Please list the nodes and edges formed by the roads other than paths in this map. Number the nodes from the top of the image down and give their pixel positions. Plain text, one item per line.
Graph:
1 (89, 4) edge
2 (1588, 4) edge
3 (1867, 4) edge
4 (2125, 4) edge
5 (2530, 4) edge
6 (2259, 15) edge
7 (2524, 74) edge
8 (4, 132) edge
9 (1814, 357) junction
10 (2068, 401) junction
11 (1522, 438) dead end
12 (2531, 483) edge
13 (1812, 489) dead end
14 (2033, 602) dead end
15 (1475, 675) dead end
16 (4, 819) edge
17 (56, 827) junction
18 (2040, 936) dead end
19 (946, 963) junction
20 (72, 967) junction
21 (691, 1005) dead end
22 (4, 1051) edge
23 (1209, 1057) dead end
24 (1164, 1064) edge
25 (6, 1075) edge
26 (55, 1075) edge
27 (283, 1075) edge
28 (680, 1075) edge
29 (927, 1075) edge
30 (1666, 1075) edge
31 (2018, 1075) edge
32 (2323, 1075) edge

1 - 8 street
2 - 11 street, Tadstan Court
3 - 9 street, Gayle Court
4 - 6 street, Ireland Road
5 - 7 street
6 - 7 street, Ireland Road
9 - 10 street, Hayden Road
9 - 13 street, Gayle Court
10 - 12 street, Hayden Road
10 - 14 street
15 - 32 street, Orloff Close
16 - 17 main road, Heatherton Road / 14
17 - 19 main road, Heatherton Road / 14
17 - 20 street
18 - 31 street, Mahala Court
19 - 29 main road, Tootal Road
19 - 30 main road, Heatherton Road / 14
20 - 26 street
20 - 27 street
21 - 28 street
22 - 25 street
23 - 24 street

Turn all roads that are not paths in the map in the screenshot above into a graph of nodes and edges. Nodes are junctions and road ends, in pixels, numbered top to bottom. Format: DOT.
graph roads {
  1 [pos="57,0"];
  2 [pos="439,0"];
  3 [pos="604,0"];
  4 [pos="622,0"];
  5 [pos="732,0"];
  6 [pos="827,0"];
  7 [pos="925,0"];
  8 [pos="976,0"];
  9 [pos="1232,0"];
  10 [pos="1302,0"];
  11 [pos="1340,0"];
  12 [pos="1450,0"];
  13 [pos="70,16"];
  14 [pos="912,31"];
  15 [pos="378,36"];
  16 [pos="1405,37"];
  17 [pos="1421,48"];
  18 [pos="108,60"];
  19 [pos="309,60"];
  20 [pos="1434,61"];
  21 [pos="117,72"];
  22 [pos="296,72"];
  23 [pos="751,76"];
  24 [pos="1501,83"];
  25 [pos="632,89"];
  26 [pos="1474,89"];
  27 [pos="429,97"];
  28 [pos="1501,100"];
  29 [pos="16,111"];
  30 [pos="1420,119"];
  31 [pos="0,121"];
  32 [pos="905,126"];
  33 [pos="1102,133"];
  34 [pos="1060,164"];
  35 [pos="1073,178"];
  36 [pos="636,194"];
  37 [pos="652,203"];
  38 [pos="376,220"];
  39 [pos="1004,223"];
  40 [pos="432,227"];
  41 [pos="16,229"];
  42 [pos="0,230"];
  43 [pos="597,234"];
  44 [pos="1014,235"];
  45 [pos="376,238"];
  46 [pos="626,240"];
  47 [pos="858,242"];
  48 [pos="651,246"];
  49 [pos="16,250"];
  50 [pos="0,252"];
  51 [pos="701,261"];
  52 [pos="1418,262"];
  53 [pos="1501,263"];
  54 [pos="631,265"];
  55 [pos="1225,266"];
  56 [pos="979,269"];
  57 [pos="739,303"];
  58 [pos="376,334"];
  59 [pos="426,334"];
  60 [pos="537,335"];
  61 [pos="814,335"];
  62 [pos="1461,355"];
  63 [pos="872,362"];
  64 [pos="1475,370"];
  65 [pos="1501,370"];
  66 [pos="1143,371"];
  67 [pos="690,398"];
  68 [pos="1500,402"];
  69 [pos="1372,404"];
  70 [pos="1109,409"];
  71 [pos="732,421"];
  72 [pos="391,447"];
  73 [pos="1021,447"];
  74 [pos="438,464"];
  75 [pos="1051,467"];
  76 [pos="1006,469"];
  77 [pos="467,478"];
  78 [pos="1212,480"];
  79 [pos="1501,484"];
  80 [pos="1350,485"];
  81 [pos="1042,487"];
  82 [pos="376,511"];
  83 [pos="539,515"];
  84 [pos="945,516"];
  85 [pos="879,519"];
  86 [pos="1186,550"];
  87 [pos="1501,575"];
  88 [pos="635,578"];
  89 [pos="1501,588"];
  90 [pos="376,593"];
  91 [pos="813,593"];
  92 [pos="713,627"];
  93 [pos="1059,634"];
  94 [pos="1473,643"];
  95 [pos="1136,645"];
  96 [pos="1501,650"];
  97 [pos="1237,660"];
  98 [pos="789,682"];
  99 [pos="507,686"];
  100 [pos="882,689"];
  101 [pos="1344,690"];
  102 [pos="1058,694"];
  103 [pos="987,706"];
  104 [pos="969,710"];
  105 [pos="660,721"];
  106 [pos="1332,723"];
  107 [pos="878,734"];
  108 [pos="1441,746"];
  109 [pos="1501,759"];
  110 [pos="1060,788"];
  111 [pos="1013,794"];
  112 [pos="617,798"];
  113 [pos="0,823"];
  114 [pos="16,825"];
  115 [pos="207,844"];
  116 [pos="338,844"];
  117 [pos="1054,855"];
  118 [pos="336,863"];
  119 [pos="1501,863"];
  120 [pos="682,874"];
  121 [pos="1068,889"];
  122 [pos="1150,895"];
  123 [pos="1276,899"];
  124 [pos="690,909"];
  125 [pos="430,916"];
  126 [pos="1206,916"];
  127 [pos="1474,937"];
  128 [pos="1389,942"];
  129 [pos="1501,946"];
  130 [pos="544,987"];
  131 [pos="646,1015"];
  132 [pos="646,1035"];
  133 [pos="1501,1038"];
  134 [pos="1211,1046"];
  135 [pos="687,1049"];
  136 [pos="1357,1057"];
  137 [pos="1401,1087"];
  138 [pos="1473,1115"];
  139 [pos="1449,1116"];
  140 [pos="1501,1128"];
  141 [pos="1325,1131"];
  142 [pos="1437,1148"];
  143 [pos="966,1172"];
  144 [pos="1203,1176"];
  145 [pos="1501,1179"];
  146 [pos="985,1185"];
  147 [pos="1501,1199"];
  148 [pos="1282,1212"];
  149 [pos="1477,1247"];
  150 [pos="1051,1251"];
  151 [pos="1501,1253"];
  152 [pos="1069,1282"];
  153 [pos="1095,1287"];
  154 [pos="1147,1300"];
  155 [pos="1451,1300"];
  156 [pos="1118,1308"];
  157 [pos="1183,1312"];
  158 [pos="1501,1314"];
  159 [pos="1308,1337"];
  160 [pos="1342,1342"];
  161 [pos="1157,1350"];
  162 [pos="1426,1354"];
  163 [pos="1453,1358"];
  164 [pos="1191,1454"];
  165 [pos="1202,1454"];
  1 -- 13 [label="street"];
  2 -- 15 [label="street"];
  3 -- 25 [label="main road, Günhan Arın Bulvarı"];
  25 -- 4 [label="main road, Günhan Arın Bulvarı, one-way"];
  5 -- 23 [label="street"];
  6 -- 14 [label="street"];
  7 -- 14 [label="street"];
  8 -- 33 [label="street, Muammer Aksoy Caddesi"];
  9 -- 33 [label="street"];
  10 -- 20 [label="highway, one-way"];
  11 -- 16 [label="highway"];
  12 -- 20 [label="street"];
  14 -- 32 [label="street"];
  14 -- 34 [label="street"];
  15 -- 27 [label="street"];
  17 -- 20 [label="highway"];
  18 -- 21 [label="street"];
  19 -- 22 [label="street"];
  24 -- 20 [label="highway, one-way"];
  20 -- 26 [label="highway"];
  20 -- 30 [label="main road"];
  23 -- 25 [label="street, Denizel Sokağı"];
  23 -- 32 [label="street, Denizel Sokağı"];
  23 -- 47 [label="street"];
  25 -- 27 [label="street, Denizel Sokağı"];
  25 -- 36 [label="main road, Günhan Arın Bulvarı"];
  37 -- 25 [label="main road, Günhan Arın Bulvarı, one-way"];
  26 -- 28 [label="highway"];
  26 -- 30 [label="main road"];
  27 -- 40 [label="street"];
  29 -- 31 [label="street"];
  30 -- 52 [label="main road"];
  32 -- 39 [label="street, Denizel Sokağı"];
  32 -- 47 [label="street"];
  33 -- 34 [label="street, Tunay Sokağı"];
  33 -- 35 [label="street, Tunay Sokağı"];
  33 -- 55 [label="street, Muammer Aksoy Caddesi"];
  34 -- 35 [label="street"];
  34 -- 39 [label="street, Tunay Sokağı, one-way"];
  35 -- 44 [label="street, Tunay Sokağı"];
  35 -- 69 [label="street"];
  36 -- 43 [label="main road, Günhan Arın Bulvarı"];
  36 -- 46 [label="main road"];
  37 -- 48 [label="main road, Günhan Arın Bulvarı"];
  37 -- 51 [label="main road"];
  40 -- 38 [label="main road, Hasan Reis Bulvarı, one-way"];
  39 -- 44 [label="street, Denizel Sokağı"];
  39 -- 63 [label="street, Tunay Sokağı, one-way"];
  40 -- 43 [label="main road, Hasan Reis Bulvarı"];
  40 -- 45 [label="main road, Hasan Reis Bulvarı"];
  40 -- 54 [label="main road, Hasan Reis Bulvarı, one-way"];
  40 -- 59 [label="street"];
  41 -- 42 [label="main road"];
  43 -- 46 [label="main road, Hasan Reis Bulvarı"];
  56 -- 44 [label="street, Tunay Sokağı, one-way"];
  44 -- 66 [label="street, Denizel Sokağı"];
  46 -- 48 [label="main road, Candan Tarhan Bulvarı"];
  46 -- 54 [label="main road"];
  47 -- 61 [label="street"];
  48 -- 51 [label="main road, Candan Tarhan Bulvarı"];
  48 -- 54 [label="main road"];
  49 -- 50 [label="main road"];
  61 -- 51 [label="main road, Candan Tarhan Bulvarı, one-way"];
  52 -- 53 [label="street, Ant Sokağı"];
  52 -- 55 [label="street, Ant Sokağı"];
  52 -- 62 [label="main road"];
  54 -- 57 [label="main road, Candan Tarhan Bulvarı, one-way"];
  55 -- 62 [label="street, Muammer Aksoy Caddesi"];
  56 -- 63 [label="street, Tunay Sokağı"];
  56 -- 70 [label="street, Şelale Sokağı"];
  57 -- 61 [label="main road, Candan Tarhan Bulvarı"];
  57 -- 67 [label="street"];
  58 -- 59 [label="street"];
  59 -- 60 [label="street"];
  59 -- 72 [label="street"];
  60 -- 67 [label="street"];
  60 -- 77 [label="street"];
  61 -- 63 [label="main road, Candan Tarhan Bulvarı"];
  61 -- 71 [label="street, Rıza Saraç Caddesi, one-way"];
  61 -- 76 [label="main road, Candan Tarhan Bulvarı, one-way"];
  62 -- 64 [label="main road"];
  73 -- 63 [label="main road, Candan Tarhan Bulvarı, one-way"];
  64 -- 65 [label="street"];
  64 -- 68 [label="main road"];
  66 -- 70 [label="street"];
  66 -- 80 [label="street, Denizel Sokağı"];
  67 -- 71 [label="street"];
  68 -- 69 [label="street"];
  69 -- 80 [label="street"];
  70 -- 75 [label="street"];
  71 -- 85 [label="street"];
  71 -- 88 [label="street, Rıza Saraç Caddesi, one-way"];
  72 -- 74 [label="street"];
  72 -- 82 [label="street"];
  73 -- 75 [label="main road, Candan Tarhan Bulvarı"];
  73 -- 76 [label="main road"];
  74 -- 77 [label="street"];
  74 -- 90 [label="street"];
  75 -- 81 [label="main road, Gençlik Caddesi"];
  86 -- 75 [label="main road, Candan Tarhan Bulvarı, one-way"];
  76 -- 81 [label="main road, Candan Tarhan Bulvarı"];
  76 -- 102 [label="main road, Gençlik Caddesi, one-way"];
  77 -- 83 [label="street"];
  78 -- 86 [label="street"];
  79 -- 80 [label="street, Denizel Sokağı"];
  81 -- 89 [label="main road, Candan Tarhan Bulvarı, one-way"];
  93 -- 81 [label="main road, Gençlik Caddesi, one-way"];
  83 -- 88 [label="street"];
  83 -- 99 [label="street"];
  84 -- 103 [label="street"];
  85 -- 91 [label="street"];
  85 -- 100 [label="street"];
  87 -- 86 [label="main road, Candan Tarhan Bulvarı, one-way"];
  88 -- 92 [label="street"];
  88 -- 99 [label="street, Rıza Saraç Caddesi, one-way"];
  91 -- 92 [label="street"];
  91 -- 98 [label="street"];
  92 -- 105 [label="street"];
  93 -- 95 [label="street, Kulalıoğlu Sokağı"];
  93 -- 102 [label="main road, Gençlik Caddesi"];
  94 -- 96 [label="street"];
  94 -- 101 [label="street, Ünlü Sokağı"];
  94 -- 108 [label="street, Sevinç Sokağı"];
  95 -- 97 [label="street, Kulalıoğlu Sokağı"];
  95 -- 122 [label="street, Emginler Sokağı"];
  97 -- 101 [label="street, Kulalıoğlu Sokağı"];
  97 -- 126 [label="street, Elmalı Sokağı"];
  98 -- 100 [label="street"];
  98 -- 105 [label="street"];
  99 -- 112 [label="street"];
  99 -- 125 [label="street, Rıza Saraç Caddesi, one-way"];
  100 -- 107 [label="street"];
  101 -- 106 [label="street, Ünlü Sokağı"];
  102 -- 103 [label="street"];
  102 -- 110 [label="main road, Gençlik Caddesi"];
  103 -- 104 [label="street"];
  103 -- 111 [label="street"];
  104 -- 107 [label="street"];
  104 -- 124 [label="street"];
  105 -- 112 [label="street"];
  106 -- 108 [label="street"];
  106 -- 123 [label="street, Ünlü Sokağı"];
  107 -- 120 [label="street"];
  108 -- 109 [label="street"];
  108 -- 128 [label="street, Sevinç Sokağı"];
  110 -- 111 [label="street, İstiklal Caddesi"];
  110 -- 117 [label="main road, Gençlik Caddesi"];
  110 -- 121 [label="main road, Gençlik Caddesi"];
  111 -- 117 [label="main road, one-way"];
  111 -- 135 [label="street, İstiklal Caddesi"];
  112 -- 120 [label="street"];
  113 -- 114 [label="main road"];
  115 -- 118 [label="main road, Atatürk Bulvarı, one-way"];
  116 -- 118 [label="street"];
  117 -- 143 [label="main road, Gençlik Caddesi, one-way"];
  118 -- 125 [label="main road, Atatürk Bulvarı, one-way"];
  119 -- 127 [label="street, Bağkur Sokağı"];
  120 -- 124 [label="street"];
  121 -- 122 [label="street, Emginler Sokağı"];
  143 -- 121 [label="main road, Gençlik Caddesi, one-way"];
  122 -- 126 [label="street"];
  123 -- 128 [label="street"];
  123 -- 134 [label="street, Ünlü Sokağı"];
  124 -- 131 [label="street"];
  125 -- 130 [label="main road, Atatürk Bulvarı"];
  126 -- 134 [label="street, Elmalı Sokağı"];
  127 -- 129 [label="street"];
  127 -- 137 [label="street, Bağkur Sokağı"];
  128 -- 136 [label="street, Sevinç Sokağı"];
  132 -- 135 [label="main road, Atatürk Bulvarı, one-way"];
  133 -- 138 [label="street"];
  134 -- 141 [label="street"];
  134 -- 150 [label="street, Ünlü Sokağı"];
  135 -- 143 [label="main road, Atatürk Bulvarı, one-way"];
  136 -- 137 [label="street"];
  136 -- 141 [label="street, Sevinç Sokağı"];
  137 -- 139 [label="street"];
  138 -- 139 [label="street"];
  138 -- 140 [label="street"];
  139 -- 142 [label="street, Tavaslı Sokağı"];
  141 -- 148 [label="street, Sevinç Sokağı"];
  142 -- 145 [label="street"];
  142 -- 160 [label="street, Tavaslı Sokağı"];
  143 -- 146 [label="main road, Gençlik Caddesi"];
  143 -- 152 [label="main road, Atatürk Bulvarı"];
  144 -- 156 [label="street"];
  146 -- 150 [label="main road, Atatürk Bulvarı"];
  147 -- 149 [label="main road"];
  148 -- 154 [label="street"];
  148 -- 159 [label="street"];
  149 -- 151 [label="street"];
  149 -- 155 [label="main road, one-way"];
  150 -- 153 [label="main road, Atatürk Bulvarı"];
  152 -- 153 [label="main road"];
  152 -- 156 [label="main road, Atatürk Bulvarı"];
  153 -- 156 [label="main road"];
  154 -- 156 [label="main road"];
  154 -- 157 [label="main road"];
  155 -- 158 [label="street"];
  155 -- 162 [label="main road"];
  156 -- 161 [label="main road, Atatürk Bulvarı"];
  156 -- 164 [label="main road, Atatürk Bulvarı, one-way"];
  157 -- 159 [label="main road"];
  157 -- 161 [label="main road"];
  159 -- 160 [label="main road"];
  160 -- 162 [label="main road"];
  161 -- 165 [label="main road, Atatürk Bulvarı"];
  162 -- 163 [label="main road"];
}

▶ [Assignment]: Find every line with "Günhan" in the listing and state how many there are, nothing else.

▶ [Response for this exercise]: 6